The studio's decision-making was questioned earlier this year when it hired ex-Pixar executive John Lasseter to head its animation division after he left Disney following allegations of inappropriate treatment of employees. Emma Thompson exited the Skydance animated movie "Luck" in protest. Skydance defended the decision, saying Lasseter had apologized for his behavior.

Still, analysts said Skydance and Paramount should catch a break when they release "Top Gun: Maverick" next summer. Sky-high hopes for the Tom Cruise action movie soared after the movie's trailer debuted online in June to a rousing reception on social media.

Plus, insiders say the company is in better financial shape than the box office returns would suggest because it has diversified in businesses including television production and video games. But the failure of "Terminator" stings.

"It's a tough road for Skydance and Paramount," Bock said. "'Top Gun' can't get here fast enough."

"Terminator: Dark Fate" suffered from a series of problems, even before it got off the ground. After the massive success of "Terminator 2," a spate of subpar sequels turned many people off the franchise, analysts said, and it ultimately may have been too difficult to win back fans. Ellison, who bought the rights from his sister Megan Ellison after she paid $20 million for them in 2011, tried to start a trilogy with "Terminator: Genisys" in 2015, only to scrap sequel plans when that movie failed amid dismal reviews.

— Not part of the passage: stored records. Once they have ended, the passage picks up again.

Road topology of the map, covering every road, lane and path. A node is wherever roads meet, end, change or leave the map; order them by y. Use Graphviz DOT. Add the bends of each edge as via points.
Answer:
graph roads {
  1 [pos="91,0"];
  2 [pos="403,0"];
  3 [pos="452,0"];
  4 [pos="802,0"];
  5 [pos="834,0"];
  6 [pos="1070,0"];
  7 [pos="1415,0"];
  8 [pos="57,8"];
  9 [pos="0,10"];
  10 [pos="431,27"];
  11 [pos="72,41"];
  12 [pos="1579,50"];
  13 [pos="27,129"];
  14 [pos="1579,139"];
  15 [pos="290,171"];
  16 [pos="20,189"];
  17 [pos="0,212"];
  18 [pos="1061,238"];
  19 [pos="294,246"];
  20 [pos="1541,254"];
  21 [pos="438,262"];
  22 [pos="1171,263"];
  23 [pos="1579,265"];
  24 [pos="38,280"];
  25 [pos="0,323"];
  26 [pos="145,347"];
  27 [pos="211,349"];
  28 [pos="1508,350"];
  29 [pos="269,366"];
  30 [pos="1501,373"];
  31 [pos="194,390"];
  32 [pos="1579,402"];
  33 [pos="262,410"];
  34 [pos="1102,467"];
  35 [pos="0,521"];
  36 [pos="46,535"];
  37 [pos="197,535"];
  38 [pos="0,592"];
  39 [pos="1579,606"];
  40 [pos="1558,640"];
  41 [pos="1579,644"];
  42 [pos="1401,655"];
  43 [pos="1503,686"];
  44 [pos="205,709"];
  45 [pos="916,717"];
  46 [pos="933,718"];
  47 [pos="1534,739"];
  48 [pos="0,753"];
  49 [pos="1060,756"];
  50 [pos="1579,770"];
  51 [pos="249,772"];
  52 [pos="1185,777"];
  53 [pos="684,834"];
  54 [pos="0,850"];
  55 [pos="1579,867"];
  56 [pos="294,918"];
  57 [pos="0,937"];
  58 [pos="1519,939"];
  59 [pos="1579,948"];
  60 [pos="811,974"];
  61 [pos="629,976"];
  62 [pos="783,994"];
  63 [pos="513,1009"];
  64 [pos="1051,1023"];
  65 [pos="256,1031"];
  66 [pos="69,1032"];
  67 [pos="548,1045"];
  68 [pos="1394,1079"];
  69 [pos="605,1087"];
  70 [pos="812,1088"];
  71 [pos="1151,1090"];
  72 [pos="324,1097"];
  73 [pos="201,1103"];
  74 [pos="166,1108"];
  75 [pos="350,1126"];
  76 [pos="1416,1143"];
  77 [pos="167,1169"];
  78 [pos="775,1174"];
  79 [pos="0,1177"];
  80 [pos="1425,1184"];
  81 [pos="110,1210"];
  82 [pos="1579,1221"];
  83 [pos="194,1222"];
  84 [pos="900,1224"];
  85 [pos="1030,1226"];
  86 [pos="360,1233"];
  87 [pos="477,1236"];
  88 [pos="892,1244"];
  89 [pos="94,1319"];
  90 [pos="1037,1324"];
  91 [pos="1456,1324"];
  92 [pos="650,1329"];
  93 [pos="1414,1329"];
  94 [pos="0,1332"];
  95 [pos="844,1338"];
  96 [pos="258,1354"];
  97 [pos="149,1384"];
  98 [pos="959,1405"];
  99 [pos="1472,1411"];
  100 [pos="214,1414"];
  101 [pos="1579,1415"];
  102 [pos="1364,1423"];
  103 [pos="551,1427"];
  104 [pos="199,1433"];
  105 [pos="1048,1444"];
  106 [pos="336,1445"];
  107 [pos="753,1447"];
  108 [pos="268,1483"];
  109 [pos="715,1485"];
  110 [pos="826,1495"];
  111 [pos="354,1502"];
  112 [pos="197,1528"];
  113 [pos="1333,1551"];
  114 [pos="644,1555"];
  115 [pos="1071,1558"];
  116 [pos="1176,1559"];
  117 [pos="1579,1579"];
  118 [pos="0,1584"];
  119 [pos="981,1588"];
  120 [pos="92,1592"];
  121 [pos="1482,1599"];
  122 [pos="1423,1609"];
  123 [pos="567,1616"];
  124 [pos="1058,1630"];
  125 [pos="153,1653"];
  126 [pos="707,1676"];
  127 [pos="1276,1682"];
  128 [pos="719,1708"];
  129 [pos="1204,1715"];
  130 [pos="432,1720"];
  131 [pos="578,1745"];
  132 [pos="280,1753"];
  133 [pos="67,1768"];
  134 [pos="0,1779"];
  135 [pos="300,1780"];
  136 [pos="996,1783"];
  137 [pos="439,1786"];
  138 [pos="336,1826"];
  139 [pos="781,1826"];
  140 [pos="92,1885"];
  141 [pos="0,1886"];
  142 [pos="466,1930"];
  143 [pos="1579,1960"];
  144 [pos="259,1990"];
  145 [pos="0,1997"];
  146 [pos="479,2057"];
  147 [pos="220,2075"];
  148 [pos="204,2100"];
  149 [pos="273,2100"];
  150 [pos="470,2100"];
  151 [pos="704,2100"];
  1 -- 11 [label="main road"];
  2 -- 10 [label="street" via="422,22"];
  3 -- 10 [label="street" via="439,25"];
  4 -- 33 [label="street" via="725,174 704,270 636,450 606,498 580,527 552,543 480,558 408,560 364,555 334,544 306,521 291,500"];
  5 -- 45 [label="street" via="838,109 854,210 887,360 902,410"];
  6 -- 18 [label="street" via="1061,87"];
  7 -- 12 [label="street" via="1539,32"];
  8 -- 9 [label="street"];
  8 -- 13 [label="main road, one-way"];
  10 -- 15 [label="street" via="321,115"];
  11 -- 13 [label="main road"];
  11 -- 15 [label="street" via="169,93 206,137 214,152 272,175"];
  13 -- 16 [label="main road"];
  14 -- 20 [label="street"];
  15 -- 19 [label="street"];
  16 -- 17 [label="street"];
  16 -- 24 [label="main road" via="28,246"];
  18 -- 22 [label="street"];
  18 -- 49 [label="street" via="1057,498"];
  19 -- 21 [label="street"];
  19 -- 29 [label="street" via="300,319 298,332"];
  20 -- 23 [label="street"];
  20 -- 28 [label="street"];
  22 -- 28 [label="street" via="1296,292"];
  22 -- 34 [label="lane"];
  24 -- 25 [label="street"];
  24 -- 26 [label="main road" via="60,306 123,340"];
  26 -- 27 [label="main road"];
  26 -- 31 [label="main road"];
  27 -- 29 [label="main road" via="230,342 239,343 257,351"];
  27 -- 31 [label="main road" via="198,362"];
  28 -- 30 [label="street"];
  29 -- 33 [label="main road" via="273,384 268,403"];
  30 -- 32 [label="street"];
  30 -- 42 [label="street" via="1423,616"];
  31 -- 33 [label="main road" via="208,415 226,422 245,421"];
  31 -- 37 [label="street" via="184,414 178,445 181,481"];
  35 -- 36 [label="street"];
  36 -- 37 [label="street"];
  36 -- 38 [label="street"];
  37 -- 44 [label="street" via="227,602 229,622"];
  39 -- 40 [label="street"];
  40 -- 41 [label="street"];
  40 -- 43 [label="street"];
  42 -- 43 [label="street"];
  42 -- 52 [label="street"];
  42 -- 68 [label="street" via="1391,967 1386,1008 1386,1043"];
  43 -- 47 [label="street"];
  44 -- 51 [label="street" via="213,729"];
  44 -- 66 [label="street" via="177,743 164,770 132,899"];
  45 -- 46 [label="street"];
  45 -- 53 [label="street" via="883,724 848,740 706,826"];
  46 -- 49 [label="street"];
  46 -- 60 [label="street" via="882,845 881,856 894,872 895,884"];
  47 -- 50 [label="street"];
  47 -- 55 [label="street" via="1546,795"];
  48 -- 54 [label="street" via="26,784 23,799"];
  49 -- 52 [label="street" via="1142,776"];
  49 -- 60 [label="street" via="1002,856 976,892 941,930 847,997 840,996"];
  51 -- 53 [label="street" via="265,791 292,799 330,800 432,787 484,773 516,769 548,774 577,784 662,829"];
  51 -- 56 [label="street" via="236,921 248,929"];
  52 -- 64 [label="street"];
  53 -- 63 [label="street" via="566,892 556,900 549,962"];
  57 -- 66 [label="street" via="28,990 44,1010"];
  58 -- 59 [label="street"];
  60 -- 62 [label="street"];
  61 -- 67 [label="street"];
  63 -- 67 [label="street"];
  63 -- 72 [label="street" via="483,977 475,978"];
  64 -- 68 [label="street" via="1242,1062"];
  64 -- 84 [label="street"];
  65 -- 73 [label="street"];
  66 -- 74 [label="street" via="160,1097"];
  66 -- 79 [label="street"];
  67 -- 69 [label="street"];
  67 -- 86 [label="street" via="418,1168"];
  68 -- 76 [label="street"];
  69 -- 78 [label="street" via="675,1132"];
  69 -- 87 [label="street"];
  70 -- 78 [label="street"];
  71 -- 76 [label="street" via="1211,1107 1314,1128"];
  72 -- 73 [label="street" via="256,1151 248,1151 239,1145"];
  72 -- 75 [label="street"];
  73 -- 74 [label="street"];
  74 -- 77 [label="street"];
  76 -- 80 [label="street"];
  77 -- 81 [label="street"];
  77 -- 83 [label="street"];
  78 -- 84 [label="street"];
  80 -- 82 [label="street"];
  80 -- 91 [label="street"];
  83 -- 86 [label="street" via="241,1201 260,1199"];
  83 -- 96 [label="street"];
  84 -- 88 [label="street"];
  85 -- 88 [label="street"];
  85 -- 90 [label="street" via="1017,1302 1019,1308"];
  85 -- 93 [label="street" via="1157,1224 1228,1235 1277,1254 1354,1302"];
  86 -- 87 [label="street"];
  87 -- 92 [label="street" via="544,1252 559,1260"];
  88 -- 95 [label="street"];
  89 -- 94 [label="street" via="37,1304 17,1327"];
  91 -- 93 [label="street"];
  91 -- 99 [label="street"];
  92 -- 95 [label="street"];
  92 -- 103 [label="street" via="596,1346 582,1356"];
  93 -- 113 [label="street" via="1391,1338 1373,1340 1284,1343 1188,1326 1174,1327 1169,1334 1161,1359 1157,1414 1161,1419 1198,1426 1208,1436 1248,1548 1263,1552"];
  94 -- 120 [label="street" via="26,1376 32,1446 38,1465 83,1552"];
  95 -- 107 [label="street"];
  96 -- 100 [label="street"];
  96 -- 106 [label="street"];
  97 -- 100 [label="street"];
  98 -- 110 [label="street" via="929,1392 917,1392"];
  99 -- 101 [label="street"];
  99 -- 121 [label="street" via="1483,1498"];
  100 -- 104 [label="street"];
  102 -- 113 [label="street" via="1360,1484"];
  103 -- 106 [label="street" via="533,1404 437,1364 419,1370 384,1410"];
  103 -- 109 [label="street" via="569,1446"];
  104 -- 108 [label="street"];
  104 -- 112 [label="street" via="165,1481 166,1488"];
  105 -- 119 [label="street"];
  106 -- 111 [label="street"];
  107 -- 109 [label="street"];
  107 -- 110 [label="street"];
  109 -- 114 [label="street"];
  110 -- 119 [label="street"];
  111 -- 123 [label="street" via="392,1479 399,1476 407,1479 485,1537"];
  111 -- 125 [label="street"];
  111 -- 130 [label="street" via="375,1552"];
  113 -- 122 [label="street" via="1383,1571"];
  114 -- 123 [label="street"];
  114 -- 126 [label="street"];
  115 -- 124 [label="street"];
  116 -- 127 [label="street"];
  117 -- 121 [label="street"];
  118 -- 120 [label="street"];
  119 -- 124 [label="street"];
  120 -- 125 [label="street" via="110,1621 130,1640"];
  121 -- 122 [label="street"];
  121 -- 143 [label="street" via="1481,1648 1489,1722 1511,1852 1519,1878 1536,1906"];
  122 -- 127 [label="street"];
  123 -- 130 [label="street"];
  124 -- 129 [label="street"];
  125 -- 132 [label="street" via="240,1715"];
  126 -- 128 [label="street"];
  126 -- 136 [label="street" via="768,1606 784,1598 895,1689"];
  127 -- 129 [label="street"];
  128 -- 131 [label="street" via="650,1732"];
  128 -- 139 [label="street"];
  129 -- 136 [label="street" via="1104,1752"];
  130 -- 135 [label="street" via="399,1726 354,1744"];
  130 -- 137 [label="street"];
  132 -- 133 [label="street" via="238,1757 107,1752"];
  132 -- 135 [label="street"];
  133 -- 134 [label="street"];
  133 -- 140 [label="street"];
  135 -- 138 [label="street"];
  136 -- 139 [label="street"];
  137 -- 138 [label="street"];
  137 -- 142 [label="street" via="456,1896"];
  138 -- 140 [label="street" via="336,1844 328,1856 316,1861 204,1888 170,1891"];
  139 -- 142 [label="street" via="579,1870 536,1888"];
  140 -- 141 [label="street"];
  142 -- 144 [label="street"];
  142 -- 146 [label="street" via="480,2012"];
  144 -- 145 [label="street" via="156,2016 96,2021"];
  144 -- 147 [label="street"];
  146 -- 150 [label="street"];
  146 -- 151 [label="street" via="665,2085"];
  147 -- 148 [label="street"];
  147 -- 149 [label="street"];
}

The studio tried to salvage the series. Cameron and Skydance made "Dark Fate" a direct sequel to "T2," eschewing the timelines of the other films. They also brought back Linda Hamilton, 63, to play Sarah Connor alongside Arnold Schwarzenegger, 72. Yet Cameron, who produced the movie but did not direct, reportedly clashed with director Tim Miller and made significant changes in the editing process. Asked by movie website Cinemablend if there were disagreements during editing, Cameron said there were many.

 

"And the blood is still being scrubbed off the walls from those creative battles," Cameron told the publication. "This is a film that was forged in fire."

The deadliest blow, perhaps, was saddling the movie with a $185-million production budget. Even though financing was split among four companies (Skydance, Paramount and Fox each put in 30%, while China's Tencent contributed the remainder), the costs mean the movie will have to do blockbuster business to break even, said Eric Handler, an entertainment industry analyst at MKM Partners.

In contrast, the lower budget for "Joker" took some of the pressure off. Even so, Warner Bros. was nervous enough to enlist co-financiers Bron Studios and Village Roadshow Pictures to co-finance the movie. Did Warner Bros. leave profits on the table by bringing on financial partners? Maybe, but it could have easily gone the other way.

"I think the 1/8'Terminator'3/8 producers green-lit a movie with a budget that was way out of whack for what a movie like this was going to do," Handler said. "You've got a case of an aging franchise with aging actors that are far less relevant than they used to be."